Demand in the Pacific Rim is expected to rise from 120 million tonnes per year today to 241 million tonnes annually in 2020, the firm noted, saying that exporters in Australia, Russia, Malaysia and Qatar have been quick responders to the growing market.
For Canada to take full advantage of its opportunities, it will likely need approximately C$50 billion in industry investments over the next five to 10 years, according to the report. To take on major LNG projects, companies may need to look to partnerships if they want to compete globally in the near term.
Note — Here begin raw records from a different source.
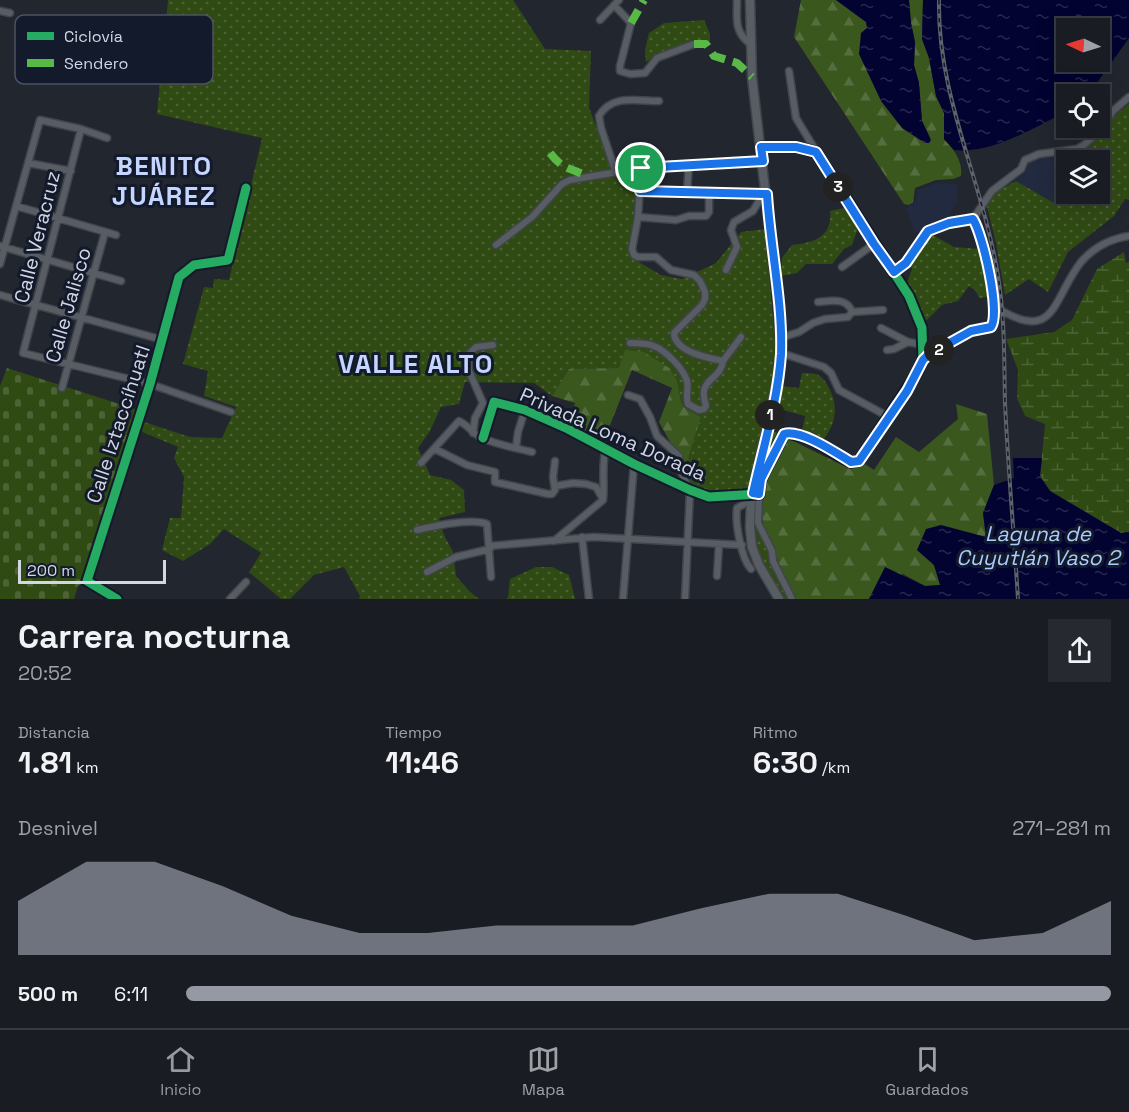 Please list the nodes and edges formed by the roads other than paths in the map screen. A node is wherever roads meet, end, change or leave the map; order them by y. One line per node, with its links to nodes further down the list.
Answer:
1 (737, 0): 8 (street)
2 (750, 0): 8 (main road)
3 (616, 3): 6 (street); 7 (street)
4 (0, 11): 5 (street)
5 (10, 13)
6 (600, 20)
7 (694, 44)
8 (750, 44): 14 (main road)
9 (789, 71): 15 (street)
10 (1129, 97): 30 (street)
11 (658, 101): 21 (street)
12 (81, 129): 13 (street); 17 (street); 20 (street, Calle Veracruz)
13 (107, 138)
14 (761, 147): 15 (street); 16 (main road)
15 (816, 152): 34 (street)
16 (763, 161): 18 (street); 26 (main road)
17 (28, 163): 20 (street); 27 (street)
18 (689, 164): 19 (street); 24 (street)
19 (641, 168): 21 (street); 23 (street)
20 (71, 171): 29 (street, Calle Veracruz)
21 (616, 173): 35 (street)
22 (246, 188): 54 (street, Calle Iztaccíhuatl)
23 (640, 191): 24 (street); 28 (street)
24 (687, 191): 25 (street)
25 (709, 191): 26 (street); 28 (street)
26 (765, 194): 40 (street); 53 (main road)
27 (16, 206): 29 (street); 36 (street)
28 (638, 217): 62 (street)
29 (59, 219): 31 (street); 37 (street, Calle Veracruz)
30 (973, 219): 41 (street); 47 (street)
31 (105, 232): 32 (street); 42 (street, Calle Jalisco)
32 (116, 235)
33 (1129, 236): 47 (street)
34 (874, 244): 39 (street); 41 (street)
35 (496, 245)
36 (2, 247): 37 (street); 38 (street)
37 (48, 260): 42 (street); 46 (street, Calle Veracruz)
38 (0, 264)
39 (843, 267)
40 (726, 270)
41 (894, 272): 58 (street)
42 (94, 273): 43 (street); 50 (street, Calle Jalisco)
43 (122, 280)
44 (0, 295): 46 (street)
45 (818, 302): 49 (street)
46 (36, 305): 50 (street); 63 (street, Calle Veracruz)
47 (994, 306): 61 (street)
48 (883, 310): 49 (street)
49 (852, 312): 53 (street)
50 (81, 318): 54 (street); 63 (street, Calle Jalisco)
51 (881, 328): 55 (street)
52 (741, 337): 62 (street)
53 (780, 338): 60 (main road)
54 (163, 340): 64 (street, Calle Iztaccíhuatl)
55 (908, 342): 58 (street); 59 (street)
56 (630, 343): 62 (street)
57 (493, 345): 70 (street)
58 (924, 345): 61 (street)
59 (887, 350)
60 (781, 353): 69 (street); 81 (main road)
61 (923, 360): 69 (street)
62 (723, 361)
63 (68, 363): 64 (street); 65 (street, Calle Jalisco)
64 (150, 384): 68 (street); 96 (street, Calle Iztaccíhuatl)
65 (62, 388)
66 (628, 395): 80 (street)
67 (525, 410): 71 (street, Privada Loma Dorada); 72 (street); 73 (street, Privada Loma Dorada)
68 (231, 412)
69 (889, 417): 81 (street)
70 (473, 433): 71 (street); 74 (street)
71 (483, 438): 72 (street)
72 (516, 448): 75 (street)
73 (606, 448): 78 (street, Privada Loma Dorada); 82 (street)
74 (435, 449): 77 (street); 79 (street)
75 (532, 452)
76 (555, 461): 79 (street)
77 (422, 463)
78 (634, 464): 80 (street, Privada Loma Dorada); 85 (street)
79 (556, 486): 82 (street)
80 (690, 490): 81 (street, Privada Loma Dorada); 87 (street)
81 (754, 496): 89 (street); 101 (main road); 102 (street)
82 (603, 500): 86 (street)
83 (417, 530): 90 (street)
84 (582, 537): 85 (street); 86 (street); 98 (street)
85 (629, 539): 87 (street); 99 (street)
86 (554, 542): 90 (street)
87 (688, 542): 88 (street); 100 (street)
88 (719, 544): 89 (street); 93 (street)
89 (742, 545): 91 (street)
90 (490, 548): 92 (street); 94 (street)
91 (751, 569)
92 (427, 572)
93 (717, 576)
94 (491, 577)
95 (246, 582): 97 (street)
96 (117, 599)
97 (230, 599)
98 (589, 599)
99 (622, 599)
100 (685, 599)
101 (779, 599)
102 (792, 599) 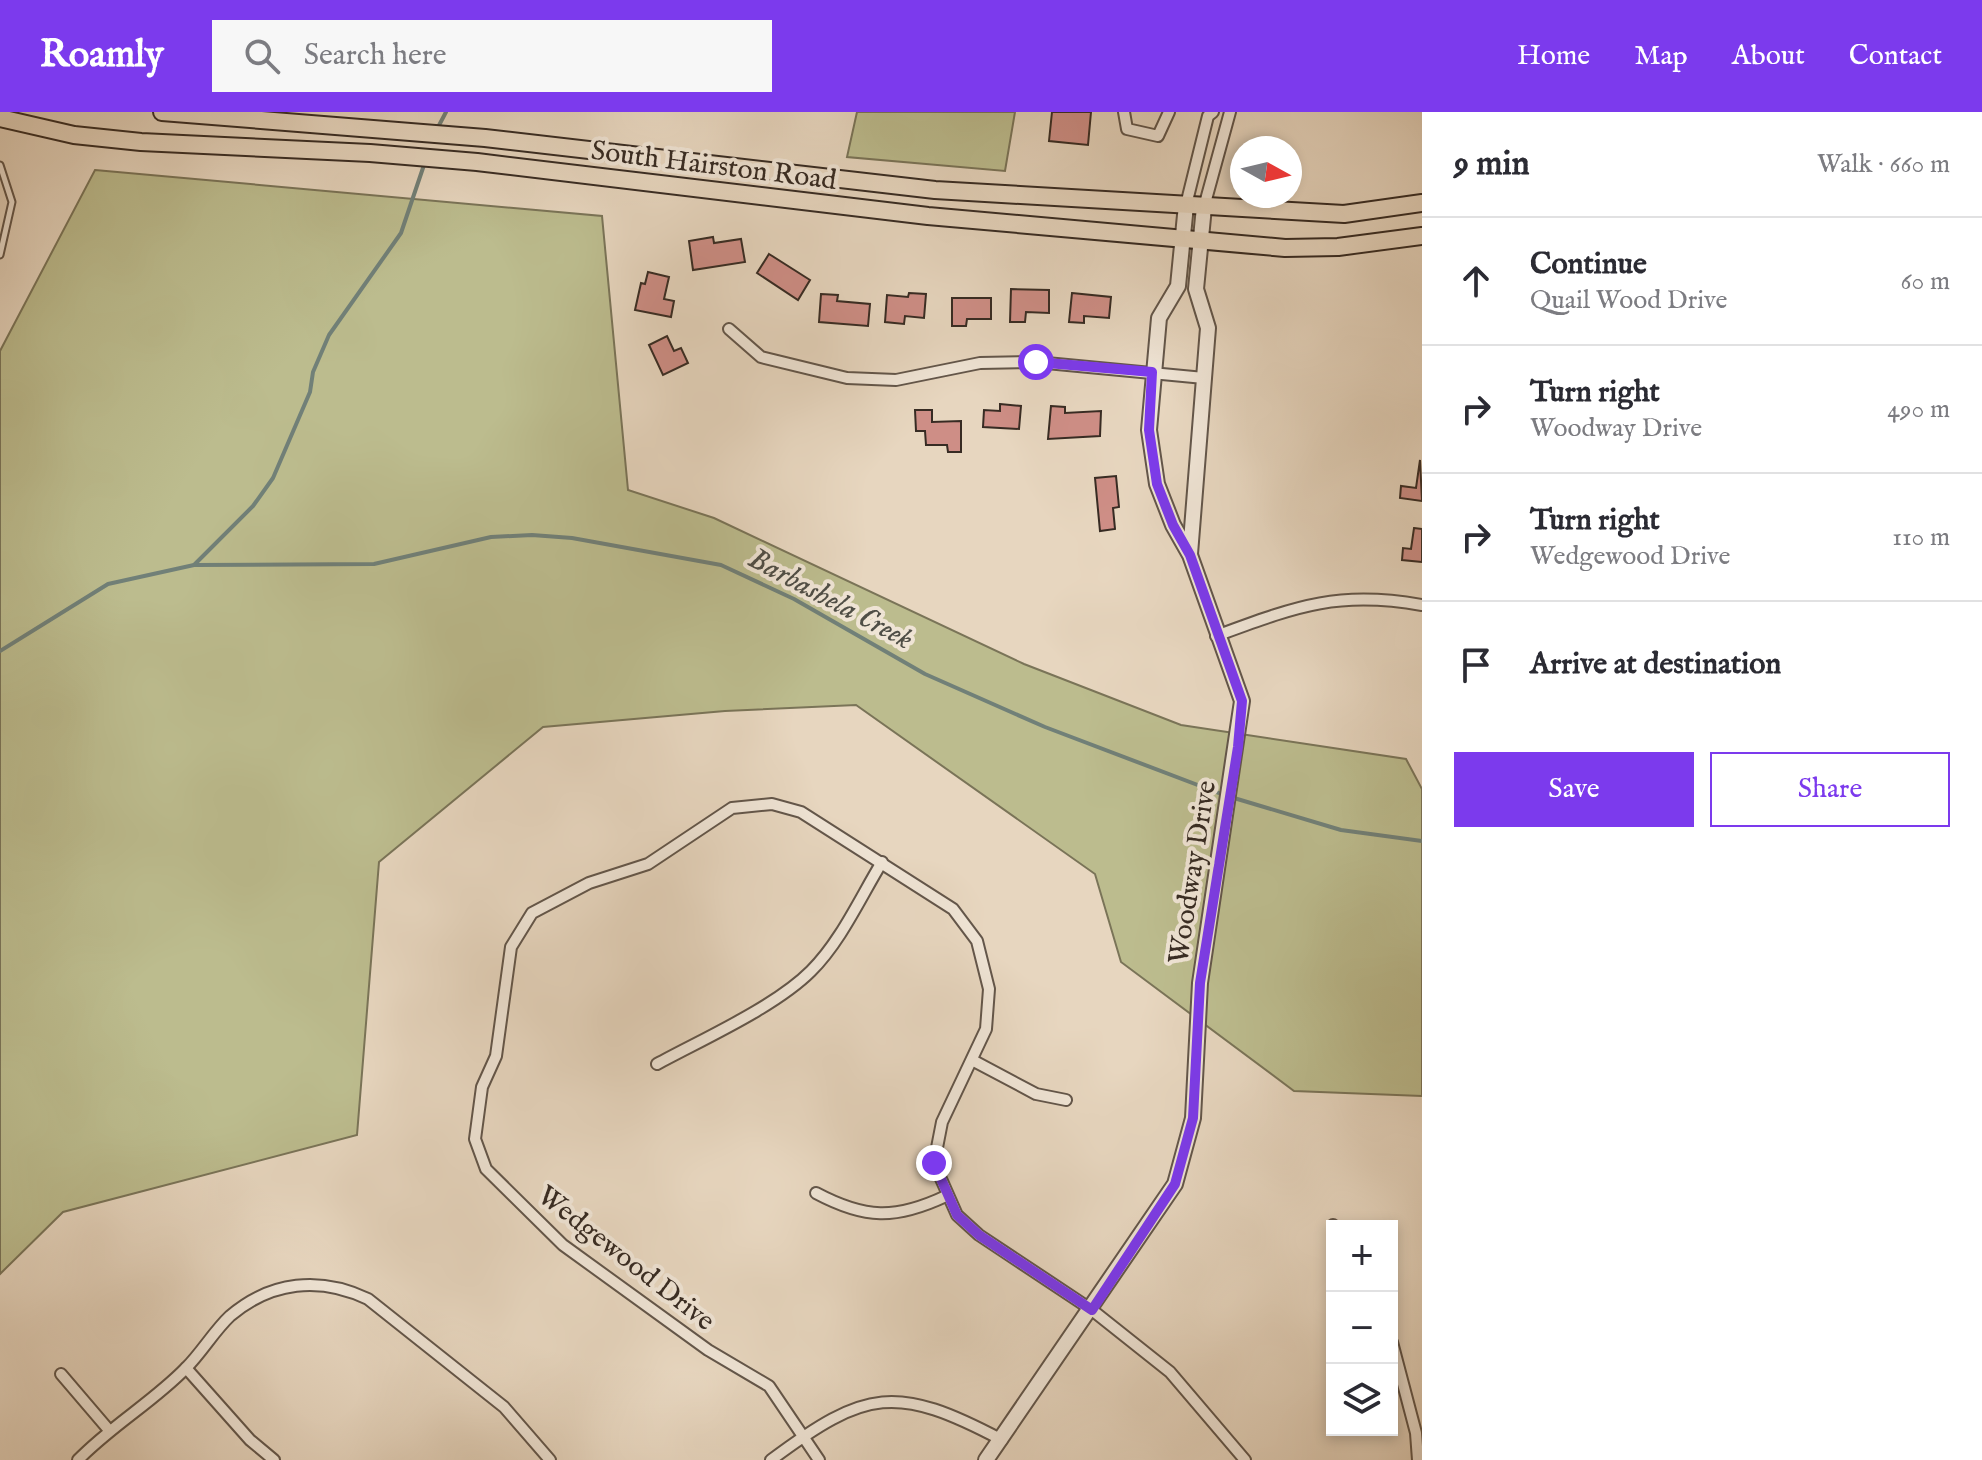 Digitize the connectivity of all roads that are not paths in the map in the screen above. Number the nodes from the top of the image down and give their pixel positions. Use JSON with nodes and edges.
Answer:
{"nodes":[{"id":1,"x":162,"y":112,"type":"edge"},
{"id":2,"x":1124,"y":112,"type":"edge"},
{"id":3,"x":1169,"y":112,"type":"edge"},
{"id":4,"x":1213,"y":112,"type":"edge"},
{"id":5,"x":1230,"y":112,"type":"edge"},
{"id":6,"x":0,"y":118,"type":"edge"},
{"id":7,"x":1197,"y":155,"type":"junction"},
{"id":8,"x":1217,"y":159,"type":"junction"},
{"id":9,"x":0,"y":165,"type":"edge"},
{"id":10,"x":1422,"y":203,"type":"edge"},
{"id":11,"x":1186,"y":205,"type":"junction"},
{"id":12,"x":1204,"y":207,"type":"junction"},
{"id":13,"x":1422,"y":236,"type":"edge"},
{"id":14,"x":1191,"y":238,"type":"junction"},
{"id":15,"x":0,"y":255,"type":"edge"},
{"id":16,"x":729,"y":329,"type":"dead end"},
{"id":17,"x":1152,"y":372,"type":"junction"},
{"id":18,"x":1204,"y":378,"type":"junction"},
{"id":19,"x":1190,"y":555,"type":"junction"},
{"id":20,"x":1422,"y":605,"type":"edge"},
{"id":21,"x":1216,"y":636,"type":"junction"},
{"id":22,"x":882,"y":862,"type":"junction"},
{"id":23,"x":972,"y":1060,"type":"junction"},
{"id":24,"x":657,"y":1064,"type":"dead end"},
{"id":25,"x":1066,"y":1100,"type":"dead end"},
{"id":26,"x":816,"y":1193,"type":"dead end"},
{"id":27,"x":946,"y":1196,"type":"junction"},
{"id":28,"x":1092,"y":1310,"type":"junction"},
{"id":29,"x":1398,"y":1364,"type":"edge"},
{"id":30,"x":186,"y":1368,"type":"junction"},
{"id":31,"x":61,"y":1374,"type":"dead end"},
{"id":32,"x":108,"y":1429,"type":"junction"},
{"id":33,"x":803,"y":1436,"type":"junction"},
{"id":34,"x":1002,"y":1440,"type":"junction"},
{"id":35,"x":78,"y":1460,"type":"edge"},
{"id":36,"x":274,"y":1460,"type":"edge"},
{"id":37,"x":550,"y":1460,"type":"edge"},
{"id":38,"x":771,"y":1460,"type":"edge"},
{"id":39,"x":819,"y":1460,"type":"edge"},
{"id":40,"x":986,"y":1460,"type":"edge"},
{"id":41,"x":999,"y":1460,"type":"edge"},
{"id":42,"x":1245,"y":1460,"type":"edge"},
{"id":43,"x":1418,"y":1460,"type":"edge"}],
"edges":[{"from":1,"to":11,"type":"main road","name":"South Hairston Road"},
{"from":2,"to":3,"type":"street"},
{"from":4,"to":7,"type":"street"},
{"from":5,"to":8,"type":"street"},
{"from":6,"to":14,"type":"main road","name":"South Hairston Road"},
{"from":7,"to":8,"type":"street"},
{"from":7,"to":11,"type":"street"},
{"from":8,"to":12,"type":"street"},
{"from":9,"to":15,"type":"lane"},
{"from":10,"to":12,"type":"main road","name":"South Hairston Road"},
{"from":11,"to":12,"type":"main road","name":"South Hairston Road"},
{"from":11,"to":14,"type":"street","name":"Woodway Drive"},
{"from":12,"to":14,"type":"street","name":"Woodway Drive"},
{"from":13,"to":14,"type":"main road","name":"South Hairston Road"},
{"from":14,"to":17,"type":"street","name":"Woodway Drive"},
{"from":14,"to":18,"type":"street","name":"Woodway Drive"},
{"from":16,"to":17,"type":"street"},
{"from":17,"to":18,"type":"street"},
{"from":17,"to":19,"type":"street","name":"Woodway Drive"},
{"from":18,"to":19,"type":"street","name":"Woodway Drive"},
{"from":19,"to":21,"type":"street","name":"Woodway Drive"},
{"from":20,"to":21,"type":"street"},
{"from":21,"to":28,"type":"street","name":"Woodway Drive"},
{"from":22,"to":23,"type":"street","name":"Wedgewood Drive"},
{"from":22,"to":24,"type":"street"},
{"from":22,"to":33,"type":"street","name":"Wedgewood Drive"},
{"from":23,"to":25,"type":"street"},
{"from":23,"to":27,"type":"street","name":"Wedgewood Drive"},
{"from":26,"to":27,"type":"street"},
{"from":27,"to":28,"type":"street","name":"Wedgewood Drive"},
{"from":28,"to":34,"type":"street","name":"Woodway Drive"},
{"from":28,"to":42,"type":"street","name":"Wedgewood Drive"},
{"from":29,"to":43,"type":"street"},
{"from":30,"to":32,"type":"street"},
{"from":30,"to":36,"type":"street"},
{"from":30,"to":37,"type":"street"},
{"from":31,"to":32,"type":"street"},
{"from":32,"to":35,"type":"street"},
{"from":33,"to":34,"type":"street"},
{"from":33,"to":38,"type":"street"},
{"from":33,"to":39,"type":"street","name":"Wedgewood Drive"},
{"from":34,"to":40,"type":"street","name":"Woodway Drive"},
{"from":34,"to":41,"type":"street","name":"Woodway Drive"}]}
The study recommended that Canadian companies leverage existing Asian investment from companies that have made investments in western Canadian upstream assets, looking to SINOPEC, PetroChina Co. Ltd., Korea Gas Corp. and Mitsubishi Corp., among others. Asian and Canadian companies can benefit from the integration of their value chains and establishing long-term contracts, the report noted, adding that the Western Canadian Sedimentary Basin tends to have higher costs associated with LNG production than other areas of the continent.
Canada's gas pipeline infrastructure will need to catch up to proposed LNG export projects, especially compared with the pace of development occurring in other gas-exporting countries, the report said.